There is little doubt that 2023 will see a recession and that this may impact on the housing market as people delay purchasing their first home and resist moving up (or down) the housing ladder, potentially resulting in a slowdown in house sales.
All efforts should be focused on managing inflation to restabilise the economy, to enable us to return to a period of sustainable economic growth as quickly as possible.
The announcement on 5 December that the requirement for mandatory housing targets is being removed from the Levelling Up and Regeneration Bill has inevitably created further, considerable, concern within the development industry. Although housing targets were of course never mandatory, but were expected to be met unless good reasons existed to avoid doing so.
Currently, the standard method (the formula, based on projected household growth and historic under-supply, which is used to identify the minimum number of homes to be planned for in each local planning authority) provides a starting point for the housing requirements of Local Plans. This then determines the number of homes built and the extent to which demand is met. The proposed removal of housing targets is a very disappointing decision as it will inevitably result in under-delivery, at a time when annual housing delivery has declined to its lowest level for five years. It will undoubtedly do nothing to address the housing crisis and support economic growth.

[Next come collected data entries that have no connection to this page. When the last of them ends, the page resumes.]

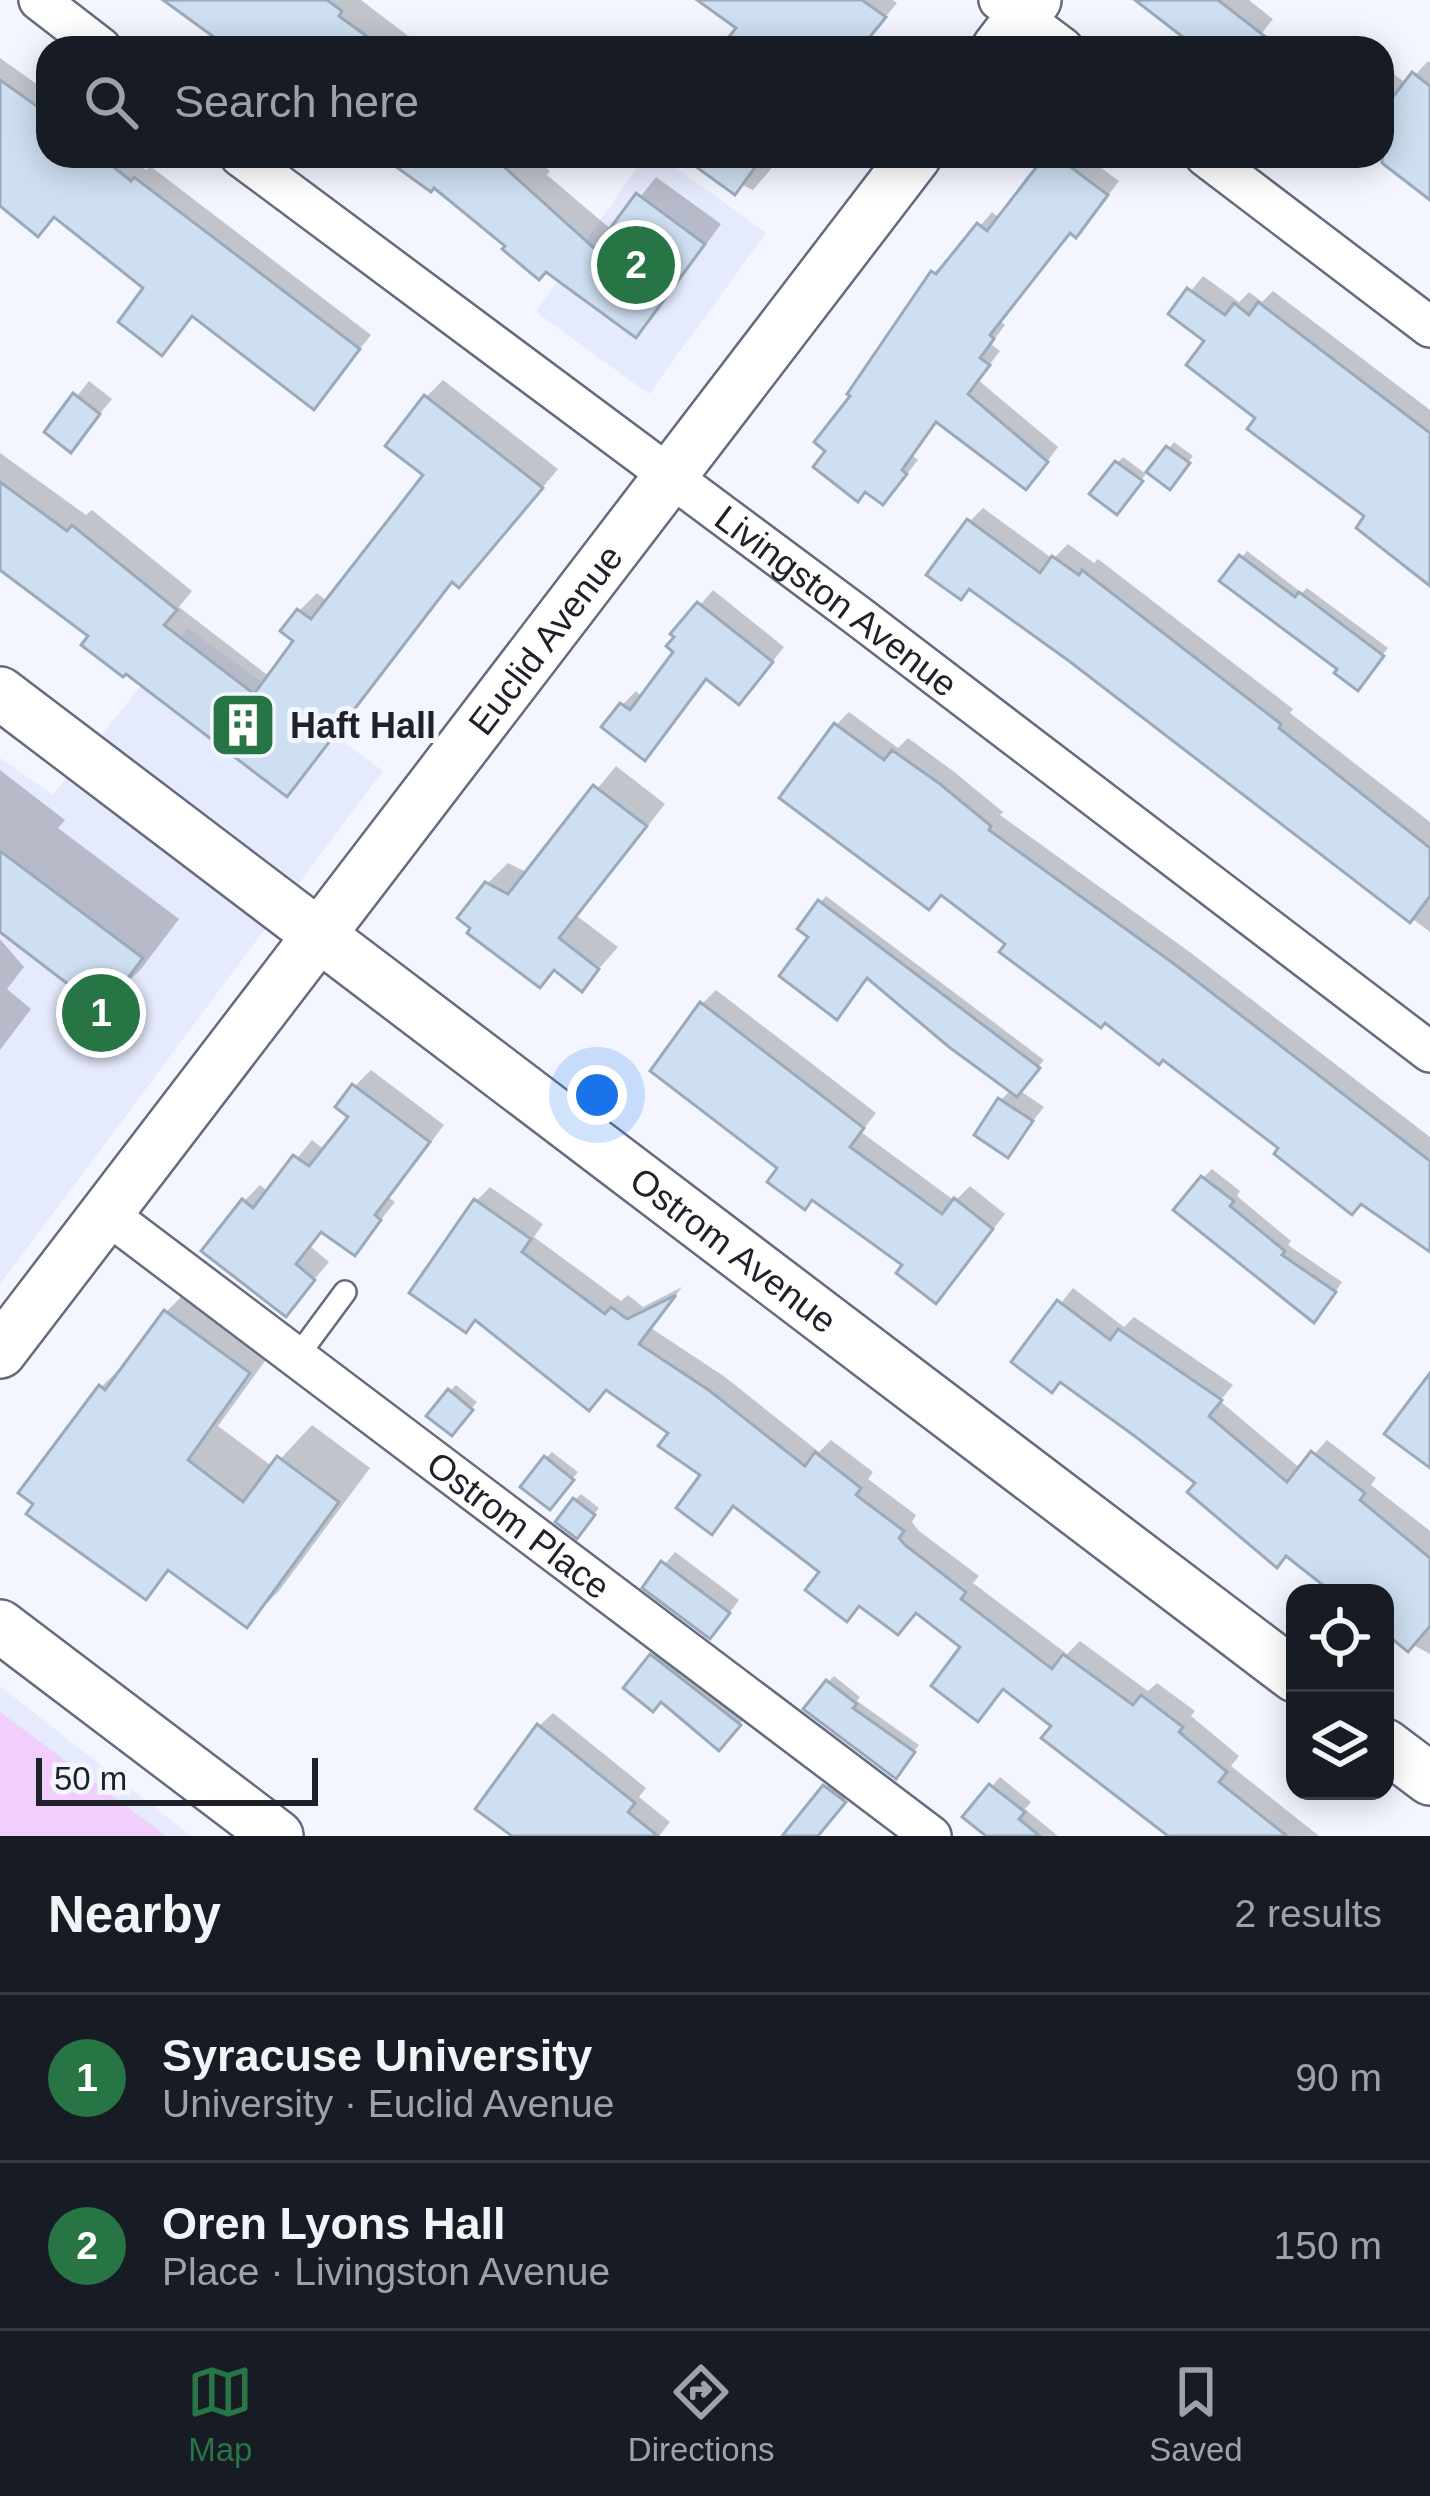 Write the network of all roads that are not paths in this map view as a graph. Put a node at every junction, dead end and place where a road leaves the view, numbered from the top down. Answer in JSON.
{"nodes":[{"id":1,"x":39,"y":0,"type":"edge"},
{"id":2,"x":1013,"y":16,"type":"edge"},
{"id":3,"x":86,"y":36,"type":"edge"},
{"id":4,"x":1044,"y":36,"type":"edge"},
{"id":5,"x":255,"y":168,"type":"edge"},
{"id":6,"x":906,"y":168,"type":"edge"},
{"id":7,"x":1221,"y":168,"type":"edge"},
{"id":8,"x":1430,"y":327,"type":"edge"},
{"id":9,"x":669,"y":474,"type":"junction"},
{"id":10,"x":0,"y":693,"type":"edge"},
{"id":11,"x":322,"y":935,"type":"junction"},
{"id":12,"x":1430,"y":1052,"type":"edge"},
{"id":13,"x":107,"y":1214,"type":"junction"},
{"id":14,"x":345,"y":1292,"type":"dead end"},
{"id":15,"x":0,"y":1352,"type":"edge"},
{"id":16,"x":297,"y":1357,"type":"junction"},
{"id":17,"x":0,"y":1625,"type":"edge"},
{"id":18,"x":1286,"y":1669,"type":"edge"},
{"id":19,"x":1394,"y":1752,"type":"edge"},
{"id":20,"x":1430,"y":1779,"type":"edge"},
{"id":21,"x":278,"y":1836,"type":"edge"},
{"id":22,"x":932,"y":1836,"type":"edge"}],
"edges":[{"from":1,"to":3,"type":"street"},
{"from":2,"to":4,"type":"street"},
{"from":5,"to":9,"type":"street","name":"Livingston Avenue"},
{"from":6,"to":9,"type":"street","name":"Euclid Avenue"},
{"from":7,"to":8,"type":"street"},
{"from":9,"to":11,"type":"street","name":"Euclid Avenue"},
{"from":9,"to":12,"type":"street","name":"Livingston Avenue"},
{"from":10,"to":11,"type":"street","name":"Ostrom Avenue"},
{"from":11,"to":13,"type":"street","name":"Euclid Avenue"},
{"from":11,"to":18,"type":"street","name":"Ostrom Avenue"},
{"from":13,"to":15,"type":"street","name":"Euclid Avenue"},
{"from":13,"to":16,"type":"street","name":"Ostrom Place"},
{"from":14,"to":16,"type":"lane"},
{"from":16,"to":22,"type":"street","name":"Ostrom Place"},
{"from":17,"to":21,"type":"street"},
{"from":19,"to":20,"type":"street"}]}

Ultimately, if local authorities do not need to meet housing requirement figures, many will choose not to identify sites for new housing. In addition to this impacting housing availability now, it is likely have impacts on the number of homes available and therefore house prices, for generations to come.
Further impacts may include a deepening of the recession, as construction represents around 7% of UK GDP and with it, an increase in unemployment - as construction remains a labour-intensive industry and much of what remains of UK manufacturing-base is linked to construction. This, again, could affect house prices.
2023 was always going to be difficult. It required a clear plan for, and investment in, sustainable housing growth. The recent politically-motivated and ill-considered decision to scrap housing targets unfortunately outweighs any benefits brought about by the Autumn Statement.